How can I describe the delights which then came to me? One rests upon the air as if upon the surface of an invisible sea, easily and naturally as floats a wide-winged bird. I stood upright, but afterward lay at full length, my hands clasped behind my head, feeling [9] only the coolness of the breeze, and the gentle lift and sway of that miraculous couch. The earth, I could not tell how far beneath me, was only a vast dense shadow. I felt no fear, because all my senses were lapped in incredible pleasure; because for a little while I did not think or reflect, but only drifted there in the star-lit darkness between earth and heaven, utterly at ease upon the black scarce-moving tides of air, secure as though I rested upon Everest or Yaanek. I rolled upon the air, and swam in it and drifted with it, and never did fish of the sea or bird of sky take such delight in its element, or Undine or Sylph for that matter, who are not newcomers to their spheres as was I to this. I say that freedom in space alone is like a pleasure of heaven, and enough in itself to lure every earth dweller out of his gross body forever.

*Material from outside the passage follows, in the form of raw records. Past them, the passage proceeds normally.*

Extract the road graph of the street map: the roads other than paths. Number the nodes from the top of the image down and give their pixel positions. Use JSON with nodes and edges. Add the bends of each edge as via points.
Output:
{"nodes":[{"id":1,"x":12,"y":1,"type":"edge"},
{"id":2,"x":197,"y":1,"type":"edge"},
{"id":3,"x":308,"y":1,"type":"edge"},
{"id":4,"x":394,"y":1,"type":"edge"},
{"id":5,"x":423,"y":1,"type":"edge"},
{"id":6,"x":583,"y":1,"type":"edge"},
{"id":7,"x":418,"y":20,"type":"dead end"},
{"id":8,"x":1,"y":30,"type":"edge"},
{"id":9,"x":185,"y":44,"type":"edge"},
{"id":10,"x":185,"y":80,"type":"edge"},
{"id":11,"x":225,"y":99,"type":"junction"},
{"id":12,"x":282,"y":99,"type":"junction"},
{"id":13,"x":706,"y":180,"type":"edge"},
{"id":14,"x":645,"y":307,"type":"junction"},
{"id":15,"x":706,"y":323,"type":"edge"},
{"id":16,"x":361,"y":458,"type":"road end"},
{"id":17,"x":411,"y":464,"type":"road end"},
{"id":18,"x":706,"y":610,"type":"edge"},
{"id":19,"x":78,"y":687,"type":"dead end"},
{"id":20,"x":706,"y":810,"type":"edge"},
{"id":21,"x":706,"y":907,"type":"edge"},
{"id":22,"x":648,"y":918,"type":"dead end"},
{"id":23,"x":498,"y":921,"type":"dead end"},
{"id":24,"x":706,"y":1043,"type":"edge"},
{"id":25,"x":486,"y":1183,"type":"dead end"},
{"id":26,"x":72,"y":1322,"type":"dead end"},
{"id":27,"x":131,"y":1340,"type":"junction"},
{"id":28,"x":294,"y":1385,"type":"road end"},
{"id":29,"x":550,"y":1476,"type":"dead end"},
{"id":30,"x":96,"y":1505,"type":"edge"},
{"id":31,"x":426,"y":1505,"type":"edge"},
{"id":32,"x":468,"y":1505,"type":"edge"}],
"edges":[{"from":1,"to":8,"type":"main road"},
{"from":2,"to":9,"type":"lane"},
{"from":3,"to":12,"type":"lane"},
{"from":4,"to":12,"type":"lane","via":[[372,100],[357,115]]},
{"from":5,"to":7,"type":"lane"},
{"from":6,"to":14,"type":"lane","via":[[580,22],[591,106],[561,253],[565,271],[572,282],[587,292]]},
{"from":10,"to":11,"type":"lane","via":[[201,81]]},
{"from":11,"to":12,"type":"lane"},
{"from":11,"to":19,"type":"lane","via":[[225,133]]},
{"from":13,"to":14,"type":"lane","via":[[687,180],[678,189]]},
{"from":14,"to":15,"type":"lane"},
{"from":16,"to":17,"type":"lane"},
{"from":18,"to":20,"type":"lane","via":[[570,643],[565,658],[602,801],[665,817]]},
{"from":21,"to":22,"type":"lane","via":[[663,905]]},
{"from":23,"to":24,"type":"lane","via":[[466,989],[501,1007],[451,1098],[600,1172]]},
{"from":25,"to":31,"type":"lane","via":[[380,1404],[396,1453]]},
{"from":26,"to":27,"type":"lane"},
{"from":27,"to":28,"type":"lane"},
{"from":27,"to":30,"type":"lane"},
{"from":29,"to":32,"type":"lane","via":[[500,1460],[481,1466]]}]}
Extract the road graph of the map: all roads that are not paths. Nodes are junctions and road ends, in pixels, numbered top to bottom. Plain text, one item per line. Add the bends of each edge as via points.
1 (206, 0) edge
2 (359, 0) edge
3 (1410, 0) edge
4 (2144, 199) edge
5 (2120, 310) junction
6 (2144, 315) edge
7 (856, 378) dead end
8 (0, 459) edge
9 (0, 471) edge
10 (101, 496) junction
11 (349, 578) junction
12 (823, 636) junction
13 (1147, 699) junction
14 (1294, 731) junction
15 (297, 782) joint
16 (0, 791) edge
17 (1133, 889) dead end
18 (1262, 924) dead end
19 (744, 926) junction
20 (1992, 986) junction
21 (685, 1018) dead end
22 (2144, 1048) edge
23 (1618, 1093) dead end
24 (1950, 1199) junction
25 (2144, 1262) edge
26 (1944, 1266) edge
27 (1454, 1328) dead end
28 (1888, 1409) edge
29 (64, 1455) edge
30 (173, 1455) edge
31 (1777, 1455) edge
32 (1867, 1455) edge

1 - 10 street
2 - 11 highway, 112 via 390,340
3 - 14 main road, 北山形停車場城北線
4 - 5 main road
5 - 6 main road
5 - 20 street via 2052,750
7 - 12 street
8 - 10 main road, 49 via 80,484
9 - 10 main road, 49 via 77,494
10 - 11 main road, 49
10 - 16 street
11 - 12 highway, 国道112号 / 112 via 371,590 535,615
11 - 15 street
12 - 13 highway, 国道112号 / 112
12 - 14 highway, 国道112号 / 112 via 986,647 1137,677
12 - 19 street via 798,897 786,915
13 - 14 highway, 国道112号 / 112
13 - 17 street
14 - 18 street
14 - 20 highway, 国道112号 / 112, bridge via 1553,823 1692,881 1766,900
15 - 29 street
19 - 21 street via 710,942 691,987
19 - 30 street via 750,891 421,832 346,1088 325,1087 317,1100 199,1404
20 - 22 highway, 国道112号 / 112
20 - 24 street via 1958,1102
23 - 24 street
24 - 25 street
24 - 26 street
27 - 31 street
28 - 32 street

After I had luxuriated in this Way for a time I turned over, as I said, on my back, stretched my length upon my couch of air, and put my hands behind my head, and looked up at the stars. If it seems strange that I had not done this first of all, perhaps I was too absorbed in my new delights, or it may be that at that moment the height of air conferred a sudden clarity, for now I saw that the whole semisphere of heaven was thick strewn with stars, from one horizon to the other, no such glimmering and cloudy lights as we commonly behold, but as with stars of the first magnitude, or greater than this. In the frost-clear air of high mountains or over wide regions of desert one often sees the stars in notable brilliance, but now I saw their number multiplied, and their splendor increased beyond the language of comparisons. An innumerable and close-knit company, they filled the sky as if with the gathering of Gods, and my thought stood still at the beholding of them . . . . .
I must not make too long a story of this, but shall tell how one more wonder was added, after I had lost the vision and then regained it. For in gazing a long time upon these stars I fell into a kind of trance of amazement, and in the midst of it a whisper seemed to come to me, to hold fast to my sense of selfhood and own identity, and not be lifted and utterly lost even in the splendors of the Godhead. And in struggling to do this, and repeating my name to myself, a sudden fear came on me of the Height of Air, and in a few moments I found myself again on the surface of the earth; and in the midst of the same cirque of trees where I had been formerly.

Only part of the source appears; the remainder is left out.